For all participants, body mass, body fat, fat-free mass, and muscle mass were measured to the nearest 0.1 kg using a digital scale (Inbody 230, Inbody Inc., Tokyo Japan) in a fasting state. We used the data taken at the first trial as the baseline measurement. BMI was calculated as weight in kilograms divided by the square of height in metres.
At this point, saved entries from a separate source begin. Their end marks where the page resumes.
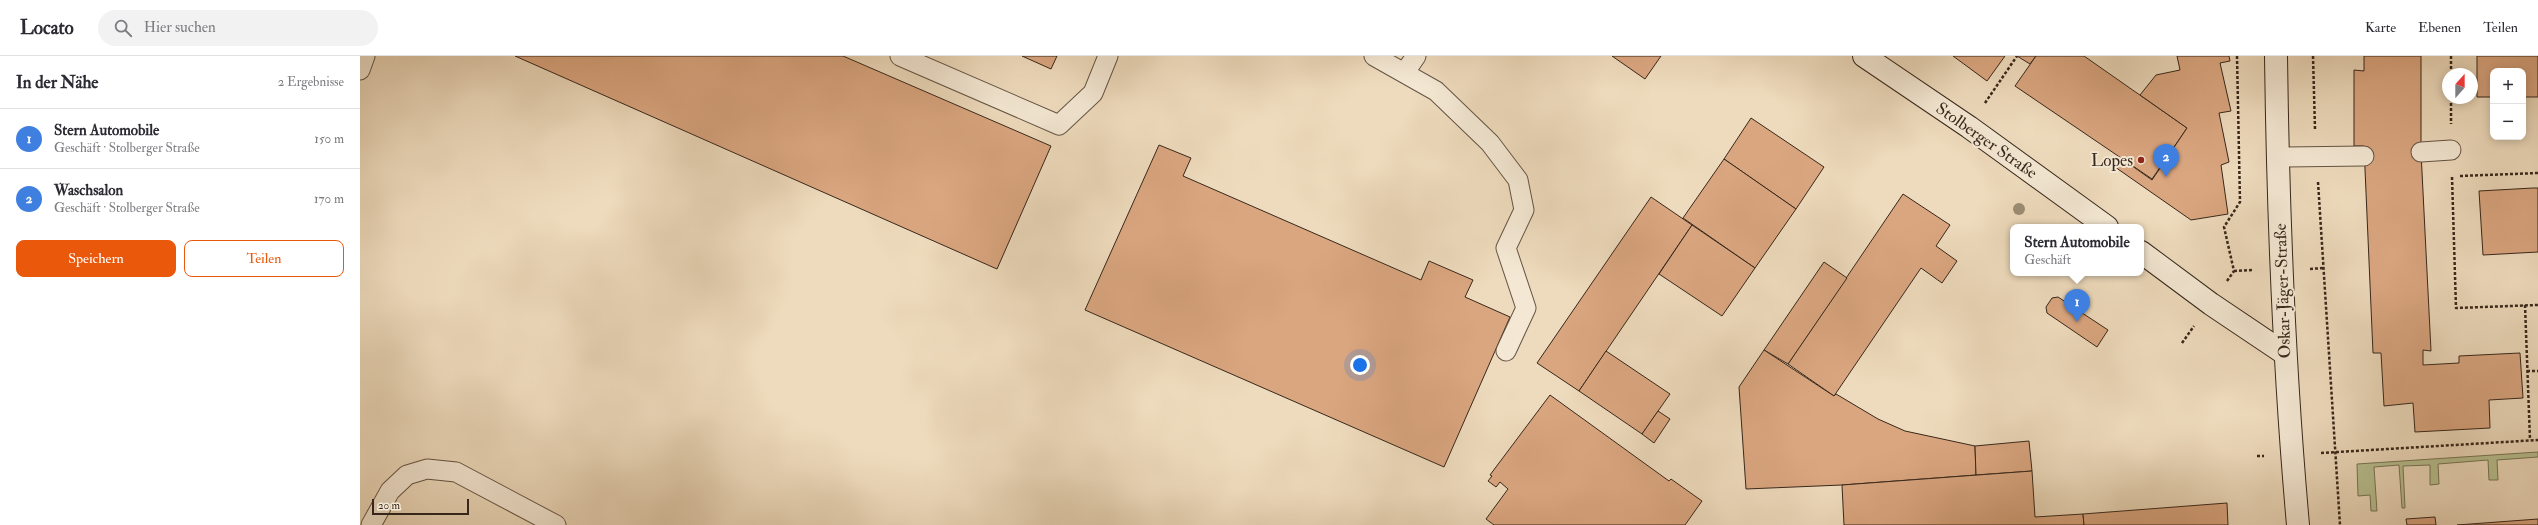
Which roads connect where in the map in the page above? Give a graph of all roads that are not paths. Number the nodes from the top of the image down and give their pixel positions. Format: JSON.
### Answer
{"nodes":[{"id":1,"x":365,"y":56,"type":"edge"},
{"id":2,"x":900,"y":56,"type":"edge"},
{"id":3,"x":1108,"y":56,"type":"edge"},
{"id":4,"x":1374,"y":56,"type":"edge"},
{"id":5,"x":1416,"y":56,"type":"edge"},
{"id":6,"x":1864,"y":56,"type":"edge"},
{"id":7,"x":2276,"y":56,"type":"edge"},
{"id":8,"x":360,"y":70,"type":"edge"},
{"id":9,"x":1405,"y":72,"type":"junction"},
{"id":10,"x":2451,"y":150,"type":"road end"},
{"id":11,"x":2421,"y":152,"type":"dead end"},
{"id":12,"x":2364,"y":156,"type":"dead end"},
{"id":13,"x":2277,"y":157,"type":"junction"},
{"id":14,"x":2104,"y":224,"type":"edge"},
{"id":15,"x":2144,"y":254,"type":"edge"},
{"id":16,"x":1506,"y":351,"type":"dead end"},
{"id":17,"x":2284,"y":353,"type":"junction"},
{"id":18,"x":371,"y":525,"type":"edge"},
{"id":19,"x":556,"y":525,"type":"edge"},
{"id":20,"x":2298,"y":525,"type":"edge"}],
"edges":[{"from":1,"to":8,"type":"lane"},
{"from":2,"to":3,"type":"lane"},
{"from":4,"to":9,"type":"lane"},
{"from":5,"to":9,"type":"lane"},
{"from":6,"to":14,"type":"street","name":"Stolberger Straße"},
{"from":7,"to":13,"type":"street","name":"Oskar-Jäger-Straße"},
{"from":9,"to":16,"type":"lane"},
{"from":10,"to":11,"type":"lane"},
{"from":12,"to":13,"type":"lane"},
{"from":13,"to":17,"type":"street","name":"Oskar-Jäger-Straße"},
{"from":15,"to":17,"type":"street"},
{"from":17,"to":20,"type":"street","name":"Oskar-Jäger-Straße"},
{"from":18,"to":19,"type":"lane"}]}
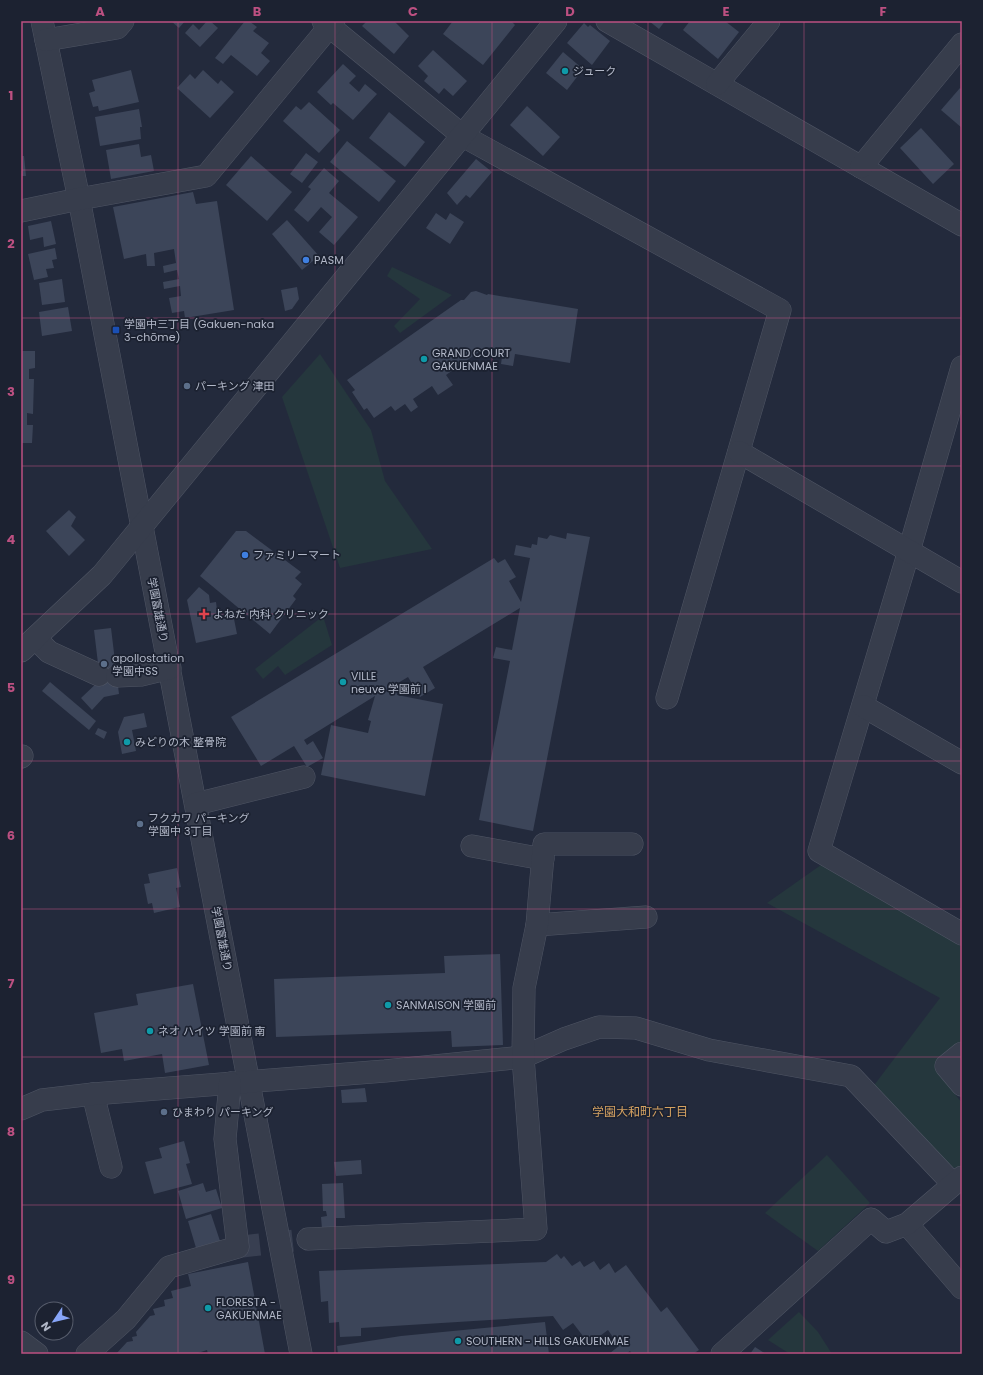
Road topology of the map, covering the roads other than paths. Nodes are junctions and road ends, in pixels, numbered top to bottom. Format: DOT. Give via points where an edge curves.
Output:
graph roads {
  1 [pos="123,21"];
  2 [pos="556,21"];
  3 [pos="607,21"];
  4 [pos="769,21"];
  5 [pos="329,23"];
  6 [pos="44,31"];
  7 [pos="962,44"];
  8 [pos="717,84"];
  9 [pos="463,136"];
  10 [pos="861,167"];
  11 [pos="79,199"];
  12 [pos="21,211"];
  13 [pos="962,225"];
  14 [pos="962,367"];
  15 [pos="958,395"];
  16 [pos="739,452"];
  17 [pos="142,525"];
  18 [pos="909,551"];
  19 [pos="962,582"];
  20 [pos="28,645"];
  21 [pos="170,668"];
  22 [pos="667,698"];
  23 [pos="863,706"];
  24 [pos="962,763"];
  25 [pos="304,777"];
  26 [pos="196,804"];
  27 [pos="632,844"];
  28 [pos="472,846"];
  29 [pos="543,859"];
  30 [pos="646,917"];
  31 [pos="537,925"];
  32 [pos="962,934"];
  33 [pos="962,1053"];
  34 [pos="523,1057"];
  35 [pos="240,1082"];
  36 [pos="962,1085"];
  37 [pos="93,1094"];
  38 [pos="21,1109"];
  39 [pos="110,1167"];
  40 [pos="958,1180"];
  41 [pos="907,1224"];
  42 [pos="308,1239"];
  43 [pos="962,1288"];
  44 [pos="21,1342"];
  45 [pos="37,1354"];
  46 [pos="87,1354"];
  47 [pos="301,1354"];
  48 [pos="722,1354"];
  1 -- 6 [label="street" via="117,28"];
  2 -- 9 [label="street"];
  3 -- 8 [label="street"];
  4 -- 8 [label="street"];
  5 -- 9 [label="street"];
  5 -- 11 [label="street" via="206,176"];
  6 -- 11 [label="street, 学園富雄通り"];
  7 -- 10 [label="street"];
  8 -- 10 [label="street"];
  9 -- 16 [label="street" via="780,310"];
  9 -- 17 [label="street"];
  10 -- 13 [label="street"];
  11 -- 12 [label="street"];
  11 -- 17 [label="street, 学園富雄通り"];
  14 -- 15 [label="street"];
  15 -- 18 [label="street"];
  16 -- 18 [label="street"];
  16 -- 22 [label="street"];
  17 -- 20 [label="street" via="102,575"];
  17 -- 21 [label="street, 学園富雄通り"];
  18 -- 19 [label="street"];
  18 -- 23 [label="street"];
  20 -- 21 [label="street" via="108,676 141,675"];
  21 -- 26 [label="street, 学園富雄通り"];
  23 -- 24 [label="street"];
  23 -- 32 [label="street" via="820,851"];
  25 -- 26 [label="street"];
  26 -- 35 [label="street, 学園富雄通り"];
  27 -- 29 [label="street" via="544,844"];
  28 -- 29 [label="street"];
  29 -- 31 [label="street"];
  30 -- 31 [label="street"];
  31 -- 34 [label="street" via="524,988"];
  33 -- 36 [label="street" via="946,1066"];
  34 -- 35 [label="street"];
  34 -- 40 [label="street" via="599,1027 636,1028 709,1050 851,1076"];
  34 -- 42 [label="street" via="536,1229"];
  35 -- 37 [label="street"];
  35 -- 46 [label="street" via="226,1139 238,1247 169,1267 126,1319"];
  35 -- 47 [label="street, 学園富雄通り"];
  37 -- 38 [label="street" via="42,1100"];
  37 -- 39 [label="street"];
  40 -- 41 [label="street"];
  41 -- 43 [label="street"];
  41 -- 48 [label="street" via="886,1232 871,1219"];
  44 -- 45 [label="street"];
}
Blood sampling and biochemical assays

To measure serum blood markers such as insulin, triacylglycerol (TAG), and non-esterified fatty acids (NEFAs), samples were allowed to clot for 30 min at room temperature and then centrifuged at 3000 rpm for 10 min. The serum sample was dispensed into plain microtubes and stored at −80 °C until the assay was performed. For plasma glucose measurements, venous blood samples were collected in tubes containing sodium fluoride-ethylenediaminetetraacetic acid. For the measurement of plasma gastric inhibitory polypeptide (GIP) and glucagon-like peptide 1 (GLP-1), venous blood samples were collected in tubes containing a DPP-4 inhibitor and protease inhibitor cocktail (BD, Tokyo, Japan). Thereafter, both samples were immediately centrifuged and stored at −80 °C until analysis. Enzymatic colorimetric assays were used to measure the plasma concentrations of glucose (GLU-HK (M); Shino-test Corporation, Kanagawa, Japan), serum TAG (Pure Auto S TAG-N; Sekisui Medical Company Limited, Tokyo, Japan), and serum NEFAs (Wako Pure Chemical Industries Limited). Enzyme-linked immunosorbent assays were used to measure plasma concentrations of insulin (Mercodia Insulin ELISA; Mercodia AB, Uppsala, Sweden), active GIP, and active GLP-1 (Yanaihara Institute, Inc. ELISA; Yanaihara Institute, Inc. Shizuoka, Japan).

Statistical analysis

Data were analysed using Predictive Analytics Software, version 28.0 for Windows (SPSS, Inc., IBM, Tokyo, Japan). The primary outcome measure was the incremental area under the blood glucose curve (iAUC) of plasma glucose, and the secondary outcome measure was postprandial glucose concentrations. The sample size was estimated using G*Power 3.1 and data from previous studies on the effects of timing of meals on postprandial glucose [22, 23]. A sample size of 11 was determined to have approximately 80% power to detect changes in glucose-lowering effects at a significance level of 0.05. The Kolmogorov–Smirnov test was used to check for the normality of the distribution of all blood parameters. Paired t-tests were used to compare between the MP and EP trials on the iAUC of blood biomarkers. To compare the effects of the timing of diet (morning and evening) on postprandial blood parameters, a two-factor ANOVA with repeated measures was used to determine the effect of meal timing (morning or evening) and postprandial interval time (0–180 min) on blood markers. Moreover, a two-factor ANOVA with repeated measures was used to determine the effect of the trial (placebo or MLE) and intake timing (morning or evening) on the iAUC of blood markers, which was calculated using the trapezoidal rule. To evaluate the effects of timing of acute MLE intake on postprandial blood markers, a three-factor ANOVA with repeated measures was used to determine the effect of the trial (placebo or MLE), meal intake timing (morning or evening), and postprandial interval time (0–180 min) on the blood marker concentrations. When significant main or interaction effects were detected, the Bonferroni method was used for post-hoc comparisons. The P-values reported for the comparisons of postprandial blood parameters at each time are subsequent to the Bonferroni correction. Statistical significance was set at P < 0.05. Results were presented as means with standard errors.